Dedicated organizers convinced Canadian unions to oppose apartheid. Their work provides critical lessons for activists today
The South African anti-apartheid movement of the 1970s and 80s serves as a significant source of inspiration for Palestine solidarity activists today. The reasons for this are hardly surprising; the movement was widely successful in pushing for sanctions and divestment at multiple levels of government, in business and across civil society. Less attention, however, is paid to exactly how this movement was so successful, what strategies and tactics it employed, and how these might be adapted by labour activists organizing around Palestine today.
It is worth remembering that opposition to South African apartheid was not a given for Canada’s labour movement. It took dedicated organizing amidst polarizing Cold War attitudes to get union leadership on side. Solidarity, after all, is not something that pre-exists, or can easily be assumed based on abstract principles—it has to be built through the messiness of social and political struggle.

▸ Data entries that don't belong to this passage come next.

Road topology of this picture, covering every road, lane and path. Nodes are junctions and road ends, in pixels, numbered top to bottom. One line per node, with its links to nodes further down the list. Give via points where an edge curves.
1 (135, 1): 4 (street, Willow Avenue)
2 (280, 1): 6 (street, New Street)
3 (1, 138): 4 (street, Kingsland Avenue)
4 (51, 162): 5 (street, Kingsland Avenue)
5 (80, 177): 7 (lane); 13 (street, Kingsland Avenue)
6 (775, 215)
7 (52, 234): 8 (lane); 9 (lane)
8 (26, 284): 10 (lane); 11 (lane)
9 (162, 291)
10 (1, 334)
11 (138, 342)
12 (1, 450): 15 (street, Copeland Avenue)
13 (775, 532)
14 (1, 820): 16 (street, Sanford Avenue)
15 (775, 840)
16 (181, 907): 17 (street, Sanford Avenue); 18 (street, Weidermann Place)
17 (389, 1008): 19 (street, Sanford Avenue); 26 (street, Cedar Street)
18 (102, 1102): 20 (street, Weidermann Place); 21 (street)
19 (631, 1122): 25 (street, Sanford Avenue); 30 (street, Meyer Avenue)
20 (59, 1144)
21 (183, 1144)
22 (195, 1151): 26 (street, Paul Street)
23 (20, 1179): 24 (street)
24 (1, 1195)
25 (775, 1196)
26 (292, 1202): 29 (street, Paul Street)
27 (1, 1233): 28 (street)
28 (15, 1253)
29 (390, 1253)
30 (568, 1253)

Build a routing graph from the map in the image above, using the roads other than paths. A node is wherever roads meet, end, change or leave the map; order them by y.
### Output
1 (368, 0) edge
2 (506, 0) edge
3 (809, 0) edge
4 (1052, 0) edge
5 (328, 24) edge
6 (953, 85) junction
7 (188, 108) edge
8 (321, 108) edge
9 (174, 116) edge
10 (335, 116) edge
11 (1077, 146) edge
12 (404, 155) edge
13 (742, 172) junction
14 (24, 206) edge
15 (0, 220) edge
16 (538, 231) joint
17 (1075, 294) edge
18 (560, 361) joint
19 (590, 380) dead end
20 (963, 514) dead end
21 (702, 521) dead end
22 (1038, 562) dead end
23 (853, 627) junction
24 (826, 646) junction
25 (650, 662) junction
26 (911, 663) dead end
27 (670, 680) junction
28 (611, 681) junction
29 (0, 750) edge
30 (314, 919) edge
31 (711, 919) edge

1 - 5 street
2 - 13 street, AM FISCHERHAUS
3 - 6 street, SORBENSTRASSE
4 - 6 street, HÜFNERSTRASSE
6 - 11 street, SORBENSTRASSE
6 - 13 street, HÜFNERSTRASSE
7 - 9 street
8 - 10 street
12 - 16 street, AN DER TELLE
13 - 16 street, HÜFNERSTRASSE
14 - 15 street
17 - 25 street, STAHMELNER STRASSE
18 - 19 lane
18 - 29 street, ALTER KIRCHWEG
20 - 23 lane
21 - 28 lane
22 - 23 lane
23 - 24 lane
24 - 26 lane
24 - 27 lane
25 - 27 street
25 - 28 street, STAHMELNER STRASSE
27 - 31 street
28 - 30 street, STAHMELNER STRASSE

The Canadian anti-apartheid movement provides a wealth of examples for understanding solidarity as a theory and practice shaped by both the global reach of capitalism and structures that opposed it. But there is another reason for re-examining this history. Today, certain segments of Canada’s ruling elite, from university presidents to Bay Street executives, have an unearned reputation as friends of Mandela. Such revisionism overlooks how powerful people were either indifferent to or complicit in the endurance of apartheid. (more...)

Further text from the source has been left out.